== TASK ==
Take each line of the material that includes "highway" and copy it.

═════ RECORDS FOR THE TASK ═════

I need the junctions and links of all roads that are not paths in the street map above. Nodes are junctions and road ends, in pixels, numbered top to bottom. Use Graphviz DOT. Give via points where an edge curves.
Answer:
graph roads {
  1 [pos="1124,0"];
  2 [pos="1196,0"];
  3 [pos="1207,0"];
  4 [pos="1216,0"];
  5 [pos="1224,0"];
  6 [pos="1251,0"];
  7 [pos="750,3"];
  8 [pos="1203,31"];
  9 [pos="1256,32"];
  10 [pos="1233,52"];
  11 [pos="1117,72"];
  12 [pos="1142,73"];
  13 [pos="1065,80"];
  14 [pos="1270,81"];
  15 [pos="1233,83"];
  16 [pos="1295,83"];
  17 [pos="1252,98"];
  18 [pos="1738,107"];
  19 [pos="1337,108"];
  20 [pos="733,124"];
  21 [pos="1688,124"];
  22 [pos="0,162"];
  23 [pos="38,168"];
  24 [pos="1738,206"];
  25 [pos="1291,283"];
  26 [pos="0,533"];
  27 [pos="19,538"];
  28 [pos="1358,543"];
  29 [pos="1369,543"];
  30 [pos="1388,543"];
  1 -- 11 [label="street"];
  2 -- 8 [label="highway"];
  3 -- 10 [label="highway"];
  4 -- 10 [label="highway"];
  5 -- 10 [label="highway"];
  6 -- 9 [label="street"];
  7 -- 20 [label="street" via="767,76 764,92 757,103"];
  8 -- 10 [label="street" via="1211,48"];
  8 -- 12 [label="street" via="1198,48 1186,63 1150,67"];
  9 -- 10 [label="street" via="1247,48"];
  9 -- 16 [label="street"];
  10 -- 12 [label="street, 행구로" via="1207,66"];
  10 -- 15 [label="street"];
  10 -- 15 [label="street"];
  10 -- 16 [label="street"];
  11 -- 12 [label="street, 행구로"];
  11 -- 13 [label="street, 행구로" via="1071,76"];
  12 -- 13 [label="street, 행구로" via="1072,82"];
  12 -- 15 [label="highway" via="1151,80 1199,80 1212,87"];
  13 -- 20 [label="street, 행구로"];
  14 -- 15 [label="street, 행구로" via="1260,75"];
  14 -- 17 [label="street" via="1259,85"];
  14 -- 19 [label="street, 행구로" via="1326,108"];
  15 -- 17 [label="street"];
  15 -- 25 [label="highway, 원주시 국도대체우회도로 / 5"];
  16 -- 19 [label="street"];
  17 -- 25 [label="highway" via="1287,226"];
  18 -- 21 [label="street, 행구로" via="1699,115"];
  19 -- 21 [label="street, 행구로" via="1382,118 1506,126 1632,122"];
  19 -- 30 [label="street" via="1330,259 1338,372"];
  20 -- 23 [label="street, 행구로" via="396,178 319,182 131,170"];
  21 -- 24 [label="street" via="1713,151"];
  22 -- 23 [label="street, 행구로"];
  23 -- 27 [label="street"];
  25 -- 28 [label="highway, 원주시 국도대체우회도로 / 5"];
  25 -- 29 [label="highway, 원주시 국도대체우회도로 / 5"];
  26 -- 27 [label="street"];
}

═════

== WRITTEN ANSWER ==
  2 -- 8 [label="highway"];
  3 -- 10 [label="highway"];
  4 -- 10 [label="highway"];
  5 -- 10 [label="highway"];
  12 -- 15 [label="highway" via="1151,80 1199,80 1212,87"];
  15 -- 25 [label="highway, 원주시 국도대체우회도로 / 5"];
  17 -- 25 [label="highway" via="1287,226"];
  25 -- 28 [label="highway, 원주시 국도대체우회도로 / 5"];
  25 -- 29 [label="highway, 원주시 국도대체우회도로 / 5"];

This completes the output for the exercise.